## [Task prompt]
Look over the listing below and say how many of its lines include the string "down"; give no more than that number.

## [Exercise data]

▬▬▬▬▬▬

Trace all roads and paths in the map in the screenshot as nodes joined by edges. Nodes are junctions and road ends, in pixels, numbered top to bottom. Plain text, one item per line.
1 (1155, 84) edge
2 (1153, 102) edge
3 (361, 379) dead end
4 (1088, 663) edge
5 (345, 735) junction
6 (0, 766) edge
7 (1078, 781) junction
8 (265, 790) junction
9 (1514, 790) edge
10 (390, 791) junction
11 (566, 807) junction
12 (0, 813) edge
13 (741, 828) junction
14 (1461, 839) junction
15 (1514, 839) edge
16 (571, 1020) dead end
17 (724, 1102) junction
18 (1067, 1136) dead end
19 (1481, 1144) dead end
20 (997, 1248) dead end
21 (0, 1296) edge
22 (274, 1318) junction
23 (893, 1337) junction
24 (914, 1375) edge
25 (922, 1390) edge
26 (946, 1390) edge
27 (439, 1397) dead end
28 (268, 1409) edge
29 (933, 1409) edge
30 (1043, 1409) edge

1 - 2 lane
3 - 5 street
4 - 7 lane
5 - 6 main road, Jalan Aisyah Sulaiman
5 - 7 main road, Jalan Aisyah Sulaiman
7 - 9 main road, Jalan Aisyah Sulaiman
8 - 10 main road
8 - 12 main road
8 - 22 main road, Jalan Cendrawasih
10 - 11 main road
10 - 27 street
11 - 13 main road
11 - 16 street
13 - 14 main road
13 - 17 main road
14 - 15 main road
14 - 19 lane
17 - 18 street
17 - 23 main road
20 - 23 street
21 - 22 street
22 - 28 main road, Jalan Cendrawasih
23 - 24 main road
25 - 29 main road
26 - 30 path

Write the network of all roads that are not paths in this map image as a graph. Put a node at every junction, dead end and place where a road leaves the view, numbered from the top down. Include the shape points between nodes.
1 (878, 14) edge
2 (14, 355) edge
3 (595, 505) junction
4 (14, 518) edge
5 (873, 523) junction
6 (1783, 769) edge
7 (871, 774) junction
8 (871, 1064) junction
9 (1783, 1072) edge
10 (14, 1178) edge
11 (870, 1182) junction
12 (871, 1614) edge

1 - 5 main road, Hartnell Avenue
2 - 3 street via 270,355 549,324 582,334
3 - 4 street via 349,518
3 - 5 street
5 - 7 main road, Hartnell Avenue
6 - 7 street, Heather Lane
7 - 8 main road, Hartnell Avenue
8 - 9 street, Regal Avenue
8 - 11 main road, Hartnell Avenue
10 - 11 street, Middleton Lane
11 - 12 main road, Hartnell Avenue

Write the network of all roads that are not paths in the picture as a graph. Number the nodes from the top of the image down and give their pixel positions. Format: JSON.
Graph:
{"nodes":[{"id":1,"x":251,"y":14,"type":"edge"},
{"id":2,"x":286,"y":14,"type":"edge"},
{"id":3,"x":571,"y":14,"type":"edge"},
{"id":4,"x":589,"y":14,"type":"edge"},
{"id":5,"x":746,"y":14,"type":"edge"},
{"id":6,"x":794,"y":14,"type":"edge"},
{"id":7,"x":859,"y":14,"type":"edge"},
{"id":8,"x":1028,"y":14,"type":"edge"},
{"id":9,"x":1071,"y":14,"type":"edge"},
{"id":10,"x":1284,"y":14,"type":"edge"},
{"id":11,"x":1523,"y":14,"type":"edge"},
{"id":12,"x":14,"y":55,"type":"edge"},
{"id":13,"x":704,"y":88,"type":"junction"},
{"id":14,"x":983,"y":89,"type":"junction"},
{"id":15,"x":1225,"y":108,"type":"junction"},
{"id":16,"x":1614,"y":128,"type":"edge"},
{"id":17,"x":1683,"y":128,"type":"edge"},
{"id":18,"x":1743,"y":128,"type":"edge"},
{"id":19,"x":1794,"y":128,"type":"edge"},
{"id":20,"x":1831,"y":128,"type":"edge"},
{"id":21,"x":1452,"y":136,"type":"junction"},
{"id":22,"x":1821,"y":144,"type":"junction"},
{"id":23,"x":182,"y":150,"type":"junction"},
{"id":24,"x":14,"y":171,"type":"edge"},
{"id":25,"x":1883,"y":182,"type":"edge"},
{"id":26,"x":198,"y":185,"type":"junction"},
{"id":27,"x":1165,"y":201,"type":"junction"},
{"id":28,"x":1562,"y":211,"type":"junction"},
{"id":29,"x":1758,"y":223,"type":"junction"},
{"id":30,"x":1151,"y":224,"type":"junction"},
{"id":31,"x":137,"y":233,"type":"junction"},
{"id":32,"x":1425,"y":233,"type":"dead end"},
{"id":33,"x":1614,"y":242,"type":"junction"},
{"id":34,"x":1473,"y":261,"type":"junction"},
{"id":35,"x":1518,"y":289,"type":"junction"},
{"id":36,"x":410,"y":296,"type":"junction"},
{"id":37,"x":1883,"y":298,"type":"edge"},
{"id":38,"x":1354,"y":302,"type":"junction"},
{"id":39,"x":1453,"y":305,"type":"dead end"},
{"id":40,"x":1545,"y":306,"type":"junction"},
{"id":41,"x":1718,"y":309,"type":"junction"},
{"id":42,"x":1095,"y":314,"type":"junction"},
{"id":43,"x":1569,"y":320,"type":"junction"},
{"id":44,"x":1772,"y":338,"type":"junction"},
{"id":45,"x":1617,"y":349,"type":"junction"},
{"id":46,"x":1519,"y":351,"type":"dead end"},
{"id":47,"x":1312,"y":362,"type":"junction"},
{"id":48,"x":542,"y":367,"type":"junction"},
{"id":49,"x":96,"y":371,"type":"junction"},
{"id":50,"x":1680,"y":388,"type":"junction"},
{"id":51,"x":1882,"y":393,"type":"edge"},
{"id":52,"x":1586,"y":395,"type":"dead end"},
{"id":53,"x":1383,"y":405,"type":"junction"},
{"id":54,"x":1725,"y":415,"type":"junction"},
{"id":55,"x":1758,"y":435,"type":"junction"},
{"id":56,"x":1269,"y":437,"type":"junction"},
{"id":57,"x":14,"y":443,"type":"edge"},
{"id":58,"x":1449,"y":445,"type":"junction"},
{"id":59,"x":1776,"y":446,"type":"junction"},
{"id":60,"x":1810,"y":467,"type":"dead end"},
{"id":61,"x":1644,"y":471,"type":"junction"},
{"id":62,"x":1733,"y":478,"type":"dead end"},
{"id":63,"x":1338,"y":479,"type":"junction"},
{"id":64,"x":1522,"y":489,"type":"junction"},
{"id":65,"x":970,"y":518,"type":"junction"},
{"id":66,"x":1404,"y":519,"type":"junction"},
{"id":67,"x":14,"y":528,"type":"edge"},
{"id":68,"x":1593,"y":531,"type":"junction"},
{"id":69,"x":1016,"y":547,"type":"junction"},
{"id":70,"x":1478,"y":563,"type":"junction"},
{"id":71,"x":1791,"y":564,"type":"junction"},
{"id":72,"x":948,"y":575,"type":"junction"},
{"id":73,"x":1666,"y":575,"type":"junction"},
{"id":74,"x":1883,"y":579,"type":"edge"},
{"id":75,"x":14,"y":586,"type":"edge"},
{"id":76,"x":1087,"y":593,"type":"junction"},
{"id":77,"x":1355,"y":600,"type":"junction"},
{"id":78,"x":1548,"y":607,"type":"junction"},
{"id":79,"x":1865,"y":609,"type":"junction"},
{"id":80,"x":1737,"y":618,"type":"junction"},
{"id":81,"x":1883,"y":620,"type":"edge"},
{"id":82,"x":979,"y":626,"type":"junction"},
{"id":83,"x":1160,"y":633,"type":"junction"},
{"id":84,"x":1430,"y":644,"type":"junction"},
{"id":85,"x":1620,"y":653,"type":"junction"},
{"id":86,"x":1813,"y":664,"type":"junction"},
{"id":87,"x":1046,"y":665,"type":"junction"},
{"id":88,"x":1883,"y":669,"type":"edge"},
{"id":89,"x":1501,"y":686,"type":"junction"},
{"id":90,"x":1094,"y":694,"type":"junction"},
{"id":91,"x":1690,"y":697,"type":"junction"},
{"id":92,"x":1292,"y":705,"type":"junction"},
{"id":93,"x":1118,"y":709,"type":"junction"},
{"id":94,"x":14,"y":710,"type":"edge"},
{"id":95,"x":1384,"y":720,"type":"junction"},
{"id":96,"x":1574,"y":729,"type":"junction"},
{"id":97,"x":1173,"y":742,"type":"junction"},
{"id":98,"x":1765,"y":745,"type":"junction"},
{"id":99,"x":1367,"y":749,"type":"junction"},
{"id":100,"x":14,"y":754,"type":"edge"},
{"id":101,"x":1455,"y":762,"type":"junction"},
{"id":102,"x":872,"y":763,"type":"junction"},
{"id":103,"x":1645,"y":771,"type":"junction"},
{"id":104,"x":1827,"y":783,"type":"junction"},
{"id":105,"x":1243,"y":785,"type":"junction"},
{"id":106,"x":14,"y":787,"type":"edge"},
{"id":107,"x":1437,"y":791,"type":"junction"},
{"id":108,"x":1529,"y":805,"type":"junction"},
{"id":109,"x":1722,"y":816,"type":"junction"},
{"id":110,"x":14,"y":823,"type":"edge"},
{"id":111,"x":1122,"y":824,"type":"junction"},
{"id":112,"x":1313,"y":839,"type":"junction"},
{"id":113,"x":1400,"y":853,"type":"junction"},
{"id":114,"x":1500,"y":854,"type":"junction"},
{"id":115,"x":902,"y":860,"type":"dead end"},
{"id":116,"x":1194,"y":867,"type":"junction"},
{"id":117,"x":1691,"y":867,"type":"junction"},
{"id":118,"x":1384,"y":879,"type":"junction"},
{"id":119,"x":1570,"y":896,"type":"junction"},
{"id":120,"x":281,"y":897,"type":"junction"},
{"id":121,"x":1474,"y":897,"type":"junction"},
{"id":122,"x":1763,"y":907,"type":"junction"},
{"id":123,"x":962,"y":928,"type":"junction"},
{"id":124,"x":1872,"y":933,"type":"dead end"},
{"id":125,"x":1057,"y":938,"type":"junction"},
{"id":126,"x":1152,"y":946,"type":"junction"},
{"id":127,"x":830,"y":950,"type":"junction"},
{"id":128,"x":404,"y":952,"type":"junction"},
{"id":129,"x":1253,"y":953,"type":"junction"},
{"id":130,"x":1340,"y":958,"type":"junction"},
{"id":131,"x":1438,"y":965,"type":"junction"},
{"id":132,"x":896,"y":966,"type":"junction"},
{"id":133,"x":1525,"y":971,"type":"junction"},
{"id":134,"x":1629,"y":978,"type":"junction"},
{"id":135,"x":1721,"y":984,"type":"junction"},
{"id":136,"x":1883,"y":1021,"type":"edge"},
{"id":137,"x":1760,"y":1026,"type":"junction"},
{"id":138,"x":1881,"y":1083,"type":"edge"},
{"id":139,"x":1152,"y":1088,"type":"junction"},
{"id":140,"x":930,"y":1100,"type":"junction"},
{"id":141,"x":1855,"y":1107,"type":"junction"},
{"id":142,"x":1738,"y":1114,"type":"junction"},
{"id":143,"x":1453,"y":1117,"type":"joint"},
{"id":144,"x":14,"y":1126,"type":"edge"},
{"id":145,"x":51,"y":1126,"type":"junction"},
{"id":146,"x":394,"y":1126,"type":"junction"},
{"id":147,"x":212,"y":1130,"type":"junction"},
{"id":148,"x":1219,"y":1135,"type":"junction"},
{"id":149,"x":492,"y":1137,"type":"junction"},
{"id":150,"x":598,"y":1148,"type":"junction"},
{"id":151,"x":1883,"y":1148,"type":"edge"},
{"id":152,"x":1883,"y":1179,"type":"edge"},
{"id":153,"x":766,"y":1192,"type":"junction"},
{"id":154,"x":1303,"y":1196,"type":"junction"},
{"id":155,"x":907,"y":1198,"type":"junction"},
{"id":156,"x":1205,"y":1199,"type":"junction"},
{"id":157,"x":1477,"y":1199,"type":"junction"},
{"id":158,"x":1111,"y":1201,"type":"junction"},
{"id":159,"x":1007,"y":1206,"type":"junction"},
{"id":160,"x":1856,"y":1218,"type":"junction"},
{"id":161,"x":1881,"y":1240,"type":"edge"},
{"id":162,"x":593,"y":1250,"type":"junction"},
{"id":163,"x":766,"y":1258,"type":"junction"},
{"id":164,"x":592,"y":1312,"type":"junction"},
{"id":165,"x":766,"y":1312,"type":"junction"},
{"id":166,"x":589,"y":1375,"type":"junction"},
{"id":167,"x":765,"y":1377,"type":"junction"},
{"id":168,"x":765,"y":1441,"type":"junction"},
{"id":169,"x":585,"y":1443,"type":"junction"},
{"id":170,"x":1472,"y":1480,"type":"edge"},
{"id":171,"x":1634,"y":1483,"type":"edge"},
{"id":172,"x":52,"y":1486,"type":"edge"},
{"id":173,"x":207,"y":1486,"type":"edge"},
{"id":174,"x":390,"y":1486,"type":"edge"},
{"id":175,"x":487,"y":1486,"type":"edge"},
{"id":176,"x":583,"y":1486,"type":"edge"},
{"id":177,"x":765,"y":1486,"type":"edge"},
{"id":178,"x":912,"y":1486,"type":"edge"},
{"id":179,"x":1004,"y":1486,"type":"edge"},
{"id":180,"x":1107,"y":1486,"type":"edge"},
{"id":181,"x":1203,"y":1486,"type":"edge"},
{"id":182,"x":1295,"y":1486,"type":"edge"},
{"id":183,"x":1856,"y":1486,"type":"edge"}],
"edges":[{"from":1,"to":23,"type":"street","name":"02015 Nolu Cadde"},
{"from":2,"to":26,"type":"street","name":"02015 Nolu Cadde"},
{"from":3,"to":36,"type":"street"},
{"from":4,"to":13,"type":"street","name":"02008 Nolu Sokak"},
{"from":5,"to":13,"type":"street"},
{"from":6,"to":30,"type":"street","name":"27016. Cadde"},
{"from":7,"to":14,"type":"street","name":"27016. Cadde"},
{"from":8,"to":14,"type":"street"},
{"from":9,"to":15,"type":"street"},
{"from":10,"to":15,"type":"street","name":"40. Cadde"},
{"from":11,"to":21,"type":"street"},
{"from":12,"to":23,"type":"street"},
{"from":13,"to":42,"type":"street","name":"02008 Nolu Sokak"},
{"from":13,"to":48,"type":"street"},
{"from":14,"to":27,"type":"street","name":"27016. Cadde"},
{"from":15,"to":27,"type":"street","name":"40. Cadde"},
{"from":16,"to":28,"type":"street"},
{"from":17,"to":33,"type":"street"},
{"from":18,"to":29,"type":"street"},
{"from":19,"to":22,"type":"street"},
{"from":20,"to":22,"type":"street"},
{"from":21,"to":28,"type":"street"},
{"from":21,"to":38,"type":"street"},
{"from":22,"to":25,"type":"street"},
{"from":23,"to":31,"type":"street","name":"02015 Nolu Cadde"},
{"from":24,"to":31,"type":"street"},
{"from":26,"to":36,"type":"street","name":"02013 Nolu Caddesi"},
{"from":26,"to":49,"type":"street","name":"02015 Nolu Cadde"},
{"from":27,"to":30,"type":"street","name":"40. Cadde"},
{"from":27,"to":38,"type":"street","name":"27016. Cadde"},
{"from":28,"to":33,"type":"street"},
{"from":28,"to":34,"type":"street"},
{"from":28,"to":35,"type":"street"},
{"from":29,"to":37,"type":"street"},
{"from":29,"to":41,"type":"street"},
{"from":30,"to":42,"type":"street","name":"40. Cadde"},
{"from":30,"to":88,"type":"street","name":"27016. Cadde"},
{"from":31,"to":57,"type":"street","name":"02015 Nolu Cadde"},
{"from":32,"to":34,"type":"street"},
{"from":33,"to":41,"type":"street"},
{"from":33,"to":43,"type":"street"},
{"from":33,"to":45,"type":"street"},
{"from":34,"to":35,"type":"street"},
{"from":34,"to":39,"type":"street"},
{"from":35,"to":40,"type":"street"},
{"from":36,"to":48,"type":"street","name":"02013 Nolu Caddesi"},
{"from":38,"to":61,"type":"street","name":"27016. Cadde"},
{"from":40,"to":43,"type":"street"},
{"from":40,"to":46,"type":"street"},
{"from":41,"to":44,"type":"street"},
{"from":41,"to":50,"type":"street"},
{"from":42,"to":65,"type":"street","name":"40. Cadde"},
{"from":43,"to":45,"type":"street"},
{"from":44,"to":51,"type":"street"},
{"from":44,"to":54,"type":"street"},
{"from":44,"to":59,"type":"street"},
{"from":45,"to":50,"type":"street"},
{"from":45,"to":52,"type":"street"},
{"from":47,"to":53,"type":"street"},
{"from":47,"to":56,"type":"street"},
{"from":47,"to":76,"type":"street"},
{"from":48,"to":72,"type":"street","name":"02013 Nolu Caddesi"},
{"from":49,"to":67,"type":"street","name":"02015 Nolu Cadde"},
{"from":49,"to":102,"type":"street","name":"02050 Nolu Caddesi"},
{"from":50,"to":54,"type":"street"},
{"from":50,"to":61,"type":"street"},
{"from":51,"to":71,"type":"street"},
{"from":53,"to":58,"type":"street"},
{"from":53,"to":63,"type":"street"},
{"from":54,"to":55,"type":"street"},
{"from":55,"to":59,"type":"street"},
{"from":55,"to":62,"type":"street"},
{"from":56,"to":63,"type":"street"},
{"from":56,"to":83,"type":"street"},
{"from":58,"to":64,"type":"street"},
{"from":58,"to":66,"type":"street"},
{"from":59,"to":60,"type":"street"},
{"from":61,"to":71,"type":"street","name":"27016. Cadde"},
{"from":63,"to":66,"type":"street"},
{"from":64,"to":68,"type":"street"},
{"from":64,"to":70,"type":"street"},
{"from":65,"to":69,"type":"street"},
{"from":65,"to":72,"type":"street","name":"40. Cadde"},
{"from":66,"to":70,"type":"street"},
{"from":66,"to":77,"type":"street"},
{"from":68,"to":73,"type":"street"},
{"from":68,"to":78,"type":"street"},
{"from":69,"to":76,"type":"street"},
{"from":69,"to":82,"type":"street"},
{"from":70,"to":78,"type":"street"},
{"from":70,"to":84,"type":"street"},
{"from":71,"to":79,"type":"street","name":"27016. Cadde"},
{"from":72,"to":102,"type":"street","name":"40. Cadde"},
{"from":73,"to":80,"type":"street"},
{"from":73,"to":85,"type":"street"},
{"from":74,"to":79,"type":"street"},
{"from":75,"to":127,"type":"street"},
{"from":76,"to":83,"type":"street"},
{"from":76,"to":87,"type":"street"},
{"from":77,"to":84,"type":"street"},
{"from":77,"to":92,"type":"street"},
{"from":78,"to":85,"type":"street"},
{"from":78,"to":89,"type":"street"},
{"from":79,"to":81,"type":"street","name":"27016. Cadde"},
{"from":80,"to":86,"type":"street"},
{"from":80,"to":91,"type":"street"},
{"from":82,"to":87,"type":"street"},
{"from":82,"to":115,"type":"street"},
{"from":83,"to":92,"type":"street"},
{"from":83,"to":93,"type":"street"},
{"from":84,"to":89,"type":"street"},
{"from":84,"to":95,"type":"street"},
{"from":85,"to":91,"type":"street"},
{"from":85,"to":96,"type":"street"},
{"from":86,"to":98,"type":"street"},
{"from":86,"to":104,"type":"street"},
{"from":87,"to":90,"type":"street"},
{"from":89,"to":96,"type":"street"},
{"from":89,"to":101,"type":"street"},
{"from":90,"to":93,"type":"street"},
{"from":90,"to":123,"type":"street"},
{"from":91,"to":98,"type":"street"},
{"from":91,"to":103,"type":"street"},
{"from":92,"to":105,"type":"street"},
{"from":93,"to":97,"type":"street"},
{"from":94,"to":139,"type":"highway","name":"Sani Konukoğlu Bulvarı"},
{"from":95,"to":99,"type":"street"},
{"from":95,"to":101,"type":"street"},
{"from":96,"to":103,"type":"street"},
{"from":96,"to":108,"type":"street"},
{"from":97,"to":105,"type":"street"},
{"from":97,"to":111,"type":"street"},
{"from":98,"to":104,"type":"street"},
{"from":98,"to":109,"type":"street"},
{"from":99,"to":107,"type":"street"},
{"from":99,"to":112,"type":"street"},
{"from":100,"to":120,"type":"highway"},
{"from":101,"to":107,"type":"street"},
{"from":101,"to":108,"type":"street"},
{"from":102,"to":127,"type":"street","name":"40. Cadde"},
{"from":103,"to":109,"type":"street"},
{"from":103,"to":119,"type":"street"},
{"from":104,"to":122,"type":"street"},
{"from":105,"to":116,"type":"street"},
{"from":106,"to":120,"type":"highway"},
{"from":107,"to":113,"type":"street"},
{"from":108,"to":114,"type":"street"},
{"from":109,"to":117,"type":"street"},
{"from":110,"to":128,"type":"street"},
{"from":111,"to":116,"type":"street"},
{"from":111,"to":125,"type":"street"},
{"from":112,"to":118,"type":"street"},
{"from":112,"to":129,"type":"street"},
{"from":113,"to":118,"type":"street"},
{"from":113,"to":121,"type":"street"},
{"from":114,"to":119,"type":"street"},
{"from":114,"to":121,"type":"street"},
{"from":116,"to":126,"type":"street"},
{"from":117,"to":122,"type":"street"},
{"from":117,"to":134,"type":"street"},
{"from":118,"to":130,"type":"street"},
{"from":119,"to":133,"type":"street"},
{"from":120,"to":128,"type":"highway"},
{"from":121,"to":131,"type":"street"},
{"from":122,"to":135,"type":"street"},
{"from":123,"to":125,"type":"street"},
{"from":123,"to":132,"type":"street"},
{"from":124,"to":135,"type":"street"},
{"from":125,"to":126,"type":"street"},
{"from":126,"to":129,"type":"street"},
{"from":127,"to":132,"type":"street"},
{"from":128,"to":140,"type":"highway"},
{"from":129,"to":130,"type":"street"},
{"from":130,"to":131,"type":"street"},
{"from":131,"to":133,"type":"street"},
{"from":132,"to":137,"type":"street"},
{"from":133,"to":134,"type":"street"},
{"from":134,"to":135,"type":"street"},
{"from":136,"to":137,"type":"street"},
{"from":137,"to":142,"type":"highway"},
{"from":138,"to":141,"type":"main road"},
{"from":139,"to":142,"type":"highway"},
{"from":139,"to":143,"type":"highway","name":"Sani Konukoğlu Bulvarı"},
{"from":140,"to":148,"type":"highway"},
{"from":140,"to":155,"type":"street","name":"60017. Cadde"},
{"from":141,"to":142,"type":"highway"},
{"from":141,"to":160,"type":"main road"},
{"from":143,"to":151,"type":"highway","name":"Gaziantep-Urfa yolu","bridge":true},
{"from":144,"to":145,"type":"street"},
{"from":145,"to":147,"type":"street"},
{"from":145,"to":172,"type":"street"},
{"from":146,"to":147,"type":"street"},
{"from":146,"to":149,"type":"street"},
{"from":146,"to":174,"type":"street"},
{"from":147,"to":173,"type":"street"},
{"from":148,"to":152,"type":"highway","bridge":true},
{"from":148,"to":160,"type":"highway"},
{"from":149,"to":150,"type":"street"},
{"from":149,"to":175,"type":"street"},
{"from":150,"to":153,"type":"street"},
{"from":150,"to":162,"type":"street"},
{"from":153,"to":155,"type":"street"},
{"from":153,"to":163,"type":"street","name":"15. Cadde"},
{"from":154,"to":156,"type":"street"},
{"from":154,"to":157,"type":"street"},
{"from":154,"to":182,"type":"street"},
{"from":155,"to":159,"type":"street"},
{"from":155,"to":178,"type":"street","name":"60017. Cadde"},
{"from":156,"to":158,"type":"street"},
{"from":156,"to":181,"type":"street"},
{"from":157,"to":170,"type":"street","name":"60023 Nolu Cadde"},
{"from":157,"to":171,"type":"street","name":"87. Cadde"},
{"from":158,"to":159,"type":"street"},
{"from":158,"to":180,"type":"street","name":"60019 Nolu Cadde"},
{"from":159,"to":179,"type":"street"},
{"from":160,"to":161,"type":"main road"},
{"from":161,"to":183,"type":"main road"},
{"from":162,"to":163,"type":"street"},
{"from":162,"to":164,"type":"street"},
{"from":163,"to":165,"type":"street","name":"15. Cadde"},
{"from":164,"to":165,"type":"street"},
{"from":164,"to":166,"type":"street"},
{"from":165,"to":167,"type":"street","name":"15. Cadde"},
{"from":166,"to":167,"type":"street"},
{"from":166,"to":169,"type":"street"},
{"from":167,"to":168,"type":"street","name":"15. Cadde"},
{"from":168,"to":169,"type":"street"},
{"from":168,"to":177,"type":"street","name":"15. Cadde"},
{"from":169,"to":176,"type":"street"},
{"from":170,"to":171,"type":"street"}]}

▬▬▬▬▬▬

## [Output for this task]
2